═══ Material shown ═══

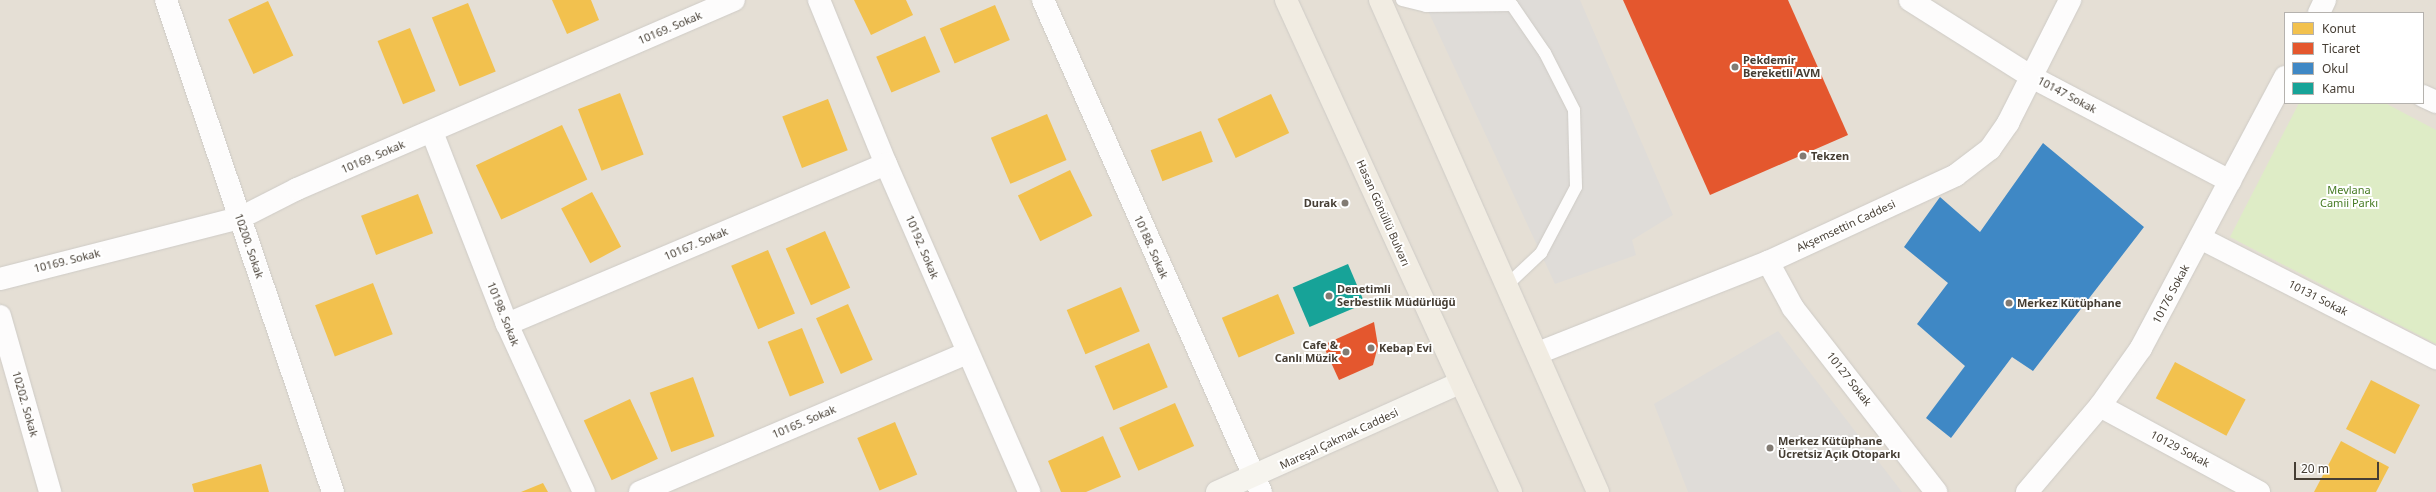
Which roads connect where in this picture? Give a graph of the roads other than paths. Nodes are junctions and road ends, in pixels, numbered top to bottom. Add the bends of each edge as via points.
1 (166, 0) edge
2 (734, 0) edge
3 (818, 0) edge
4 (1043, 0) edge
5 (1286, 0) edge
6 (1380, 0) edge
7 (1402, 0) edge
8 (1910, 0) edge
9 (2070, 0) edge
10 (2325, 0) edge
11 (703, 6) edge
12 (2319, 12) edge
13 (2030, 76) junction
14 (2284, 79) edge
15 (2424, 96) edge
16 (2436, 102) edge
17 (432, 132) junction
18 (886, 164) junction
19 (2230, 181) junction
20 (240, 218) junction
21 (2200, 238) junction
22 (1768, 262) junction
23 (0, 279) edge
24 (1506, 286) junction
25 (0, 316) edge
26 (506, 324) junction
27 (967, 353) junction
28 (1538, 353) junction
29 (2436, 358) edge
30 (1460, 383) junction
31 (2100, 406) junction
32 (1258, 485) edge
33 (50, 492) edge
34 (333, 492) edge
35 (584, 492) edge
36 (640, 492) edge
37 (1030, 492) edge
38 (1216, 492) edge
39 (1511, 492) edge
40 (1598, 492) edge
41 (1936, 492) edge
42 (2028, 492) edge
43 (2259, 492) edge

1 - 20 street, 10200. Sokak
2 - 11 street, 10169. Sokak
3 - 18 street, 10192. Sokak
4 - 32 street, 10188. Sokak
5 - 30 main road, Hasan Gönüllü Bulvarı
6 - 24 main road
7 - 24 lane via 1426,6 1512,5 1545,53 1574,110 1576,187 1541,253
8 - 13 street, 10147 Sokak
9 - 13 street, Akşemsettin Caddesi
10 - 12 street
11 - 17 street, 10169. Sokak
13 - 19 street, 10147 Sokak
13 - 22 street, Akşemsettin Caddesi via 2008,123 1990,149 1956,175
14 - 19 street, 10176 Sokak
15 - 16 street
17 - 20 street, 10169. Sokak
17 - 26 street, 10198. Sokak
18 - 26 street, 10167. Sokak
18 - 27 street, 10192. Sokak
19 - 21 street, 10176 Sokak
20 - 23 street, 10169. Sokak
20 - 34 street, 10200. Sokak
21 - 29 street, 10131 Sokak
21 - 31 street, 10176 Sokak via 2141,348
22 - 28 street, Akşemsettin Caddesi
22 - 41 street, 10127 Sokak via 1794,308
24 - 28 main road
25 - 33 street, 10202. Sokak
26 - 35 street, 10198. Sokak
27 - 36 street, 10165. Sokak
27 - 37 street, 10192. Sokak
28 - 40 main road
30 - 32 street, Mareşal Çakmak Caddesi
30 - 39 main road, Hasan Gönüllü Bulvarı
31 - 42 street, 10176 Sokak
31 - 43 street, 10129 Sokak
32 - 38 street, Mareşal Çakmak Caddesi

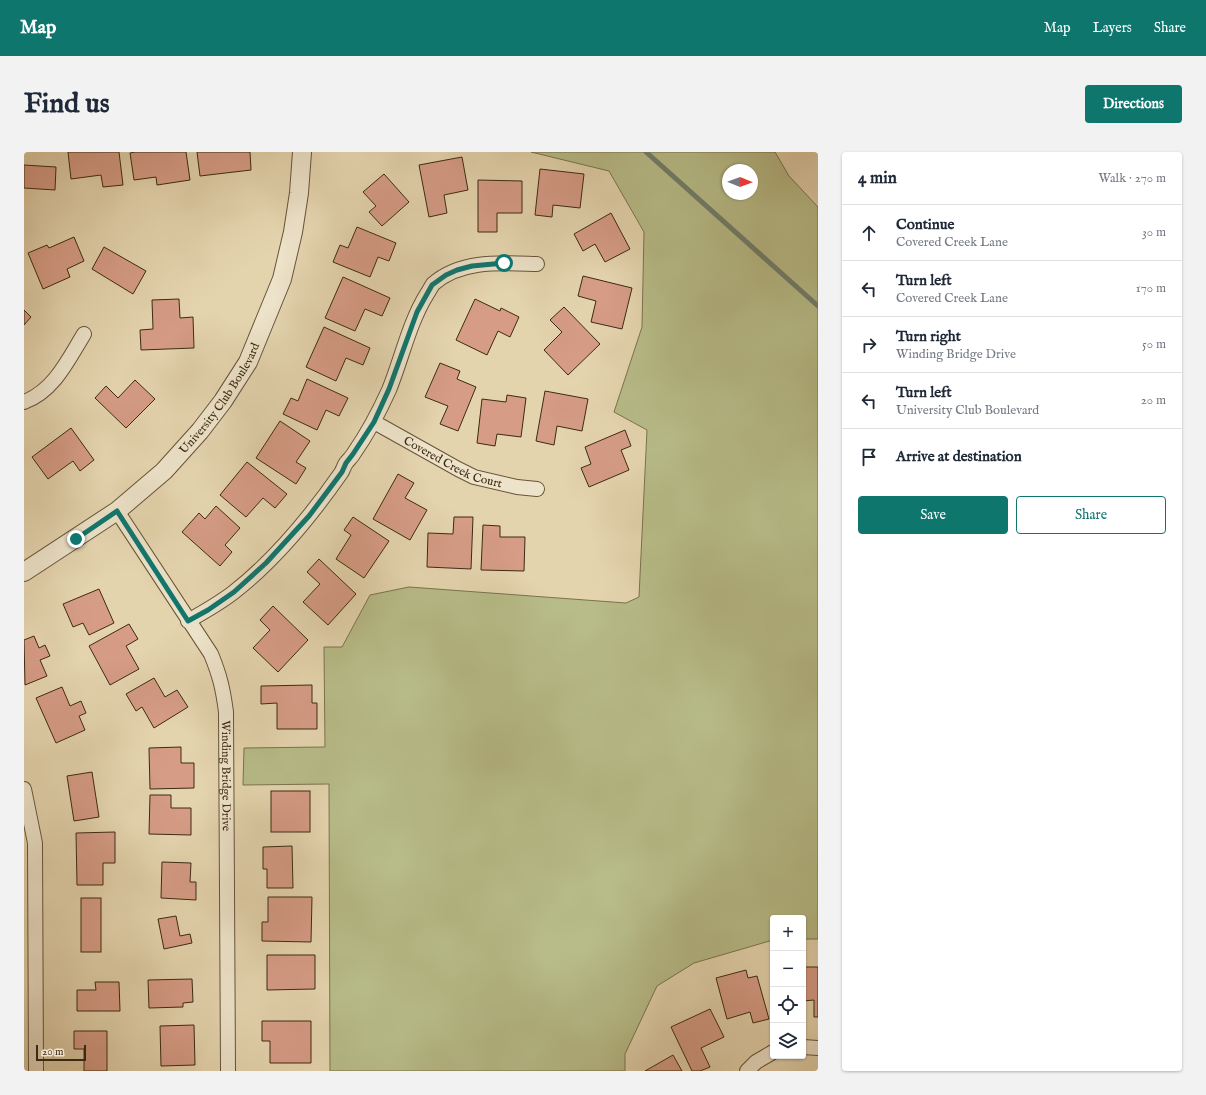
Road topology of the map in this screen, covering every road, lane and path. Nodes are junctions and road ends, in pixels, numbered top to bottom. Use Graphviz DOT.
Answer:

═══

Activity:
Write out every entry above exactly as it stands, minus the pictures.

Task solution:
Which roads connect where in this picture? Give a graph of the roads other than paths. Nodes are junctions and road ends, in pixels, numbered top to bottom. Add the bends of each edge as via points.
1 (166, 0) edge
2 (734, 0) edge
3 (818, 0) edge
4 (1043, 0) edge
5 (1286, 0) edge
6 (1380, 0) edge
7 (1402, 0) edge
8 (1910, 0) edge
9 (2070, 0) edge
10 (2325, 0) edge
11 (703, 6) edge
12 (2319, 12) edge
13 (2030, 76) junction
14 (2284, 79) edge
15 (2424, 96) edge
16 (2436, 102) edge
17 (432, 132) junction
18 (886, 164) junction
19 (2230, 181) junction
20 (240, 218) junction
21 (2200, 238) junction
22 (1768, 262) junction
23 (0, 279) edge
24 (1506, 286) junction
25 (0, 316) edge
26 (506, 324) junction
27 (967, 353) junction
28 (1538, 353) junction
29 (2436, 358) edge
30 (1460, 383) junction
31 (2100, 406) junction
32 (1258, 485) edge
33 (50, 492) edge
34 (333, 492) edge
35 (584, 492) edge
36 (640, 492) edge
37 (1030, 492) edge
38 (1216, 492) edge
39 (1511, 492) edge
40 (1598, 492) edge
41 (1936, 492) edge
42 (2028, 492) edge
43 (2259, 492) edge

1 - 20 street, 10200. Sokak
2 - 11 street, 10169. Sokak
3 - 18 street, 10192. Sokak
4 - 32 street, 10188. Sokak
5 - 30 main road, Hasan Gönüllü Bulvarı
6 - 24 main road
7 - 24 lane via 1426,6 1512,5 1545,53 1574,110 1576,187 1541,253
8 - 13 street, 10147 Sokak
9 - 13 street, Akşemsettin Caddesi
10 - 12 street
11 - 17 street, 10169. Sokak
13 - 19 street, 10147 Sokak
13 - 22 street, Akşemsettin Caddesi via 2008,123 1990,149 1956,175
14 - 19 street, 10176 Sokak
15 - 16 street
17 - 20 street, 10169. Sokak
17 - 26 street, 10198. Sokak
18 - 26 street, 10167. Sokak
18 - 27 street, 10192. Sokak
19 - 21 street, 10176 Sokak
20 - 23 street, 10169. Sokak
20 - 34 street, 10200. Sokak
21 - 29 street, 10131 Sokak
21 - 31 street, 10176 Sokak via 2141,348
22 - 28 street, Akşemsettin Caddesi
22 - 41 street, 10127 Sokak via 1794,308
24 - 28 main road
25 - 33 street, 10202. Sokak
26 - 35 street, 10198. Sokak
27 - 36 street, 10165. Sokak
27 - 37 street, 10192. Sokak
28 - 40 main road
30 - 32 street, Mareşal Çakmak Caddesi
30 - 39 main road, Hasan Gönüllü Bulvarı
31 - 42 street, 10176 Sokak
31 - 43 street, 10129 Sokak
32 - 38 street, Mareşal Çakmak Caddesi

Road topology of the map in this screen, covering every road, lane and path. Nodes are junctions and road ends, in pixels, numbered top to bottom. Use Graphviz DOT.
Answer:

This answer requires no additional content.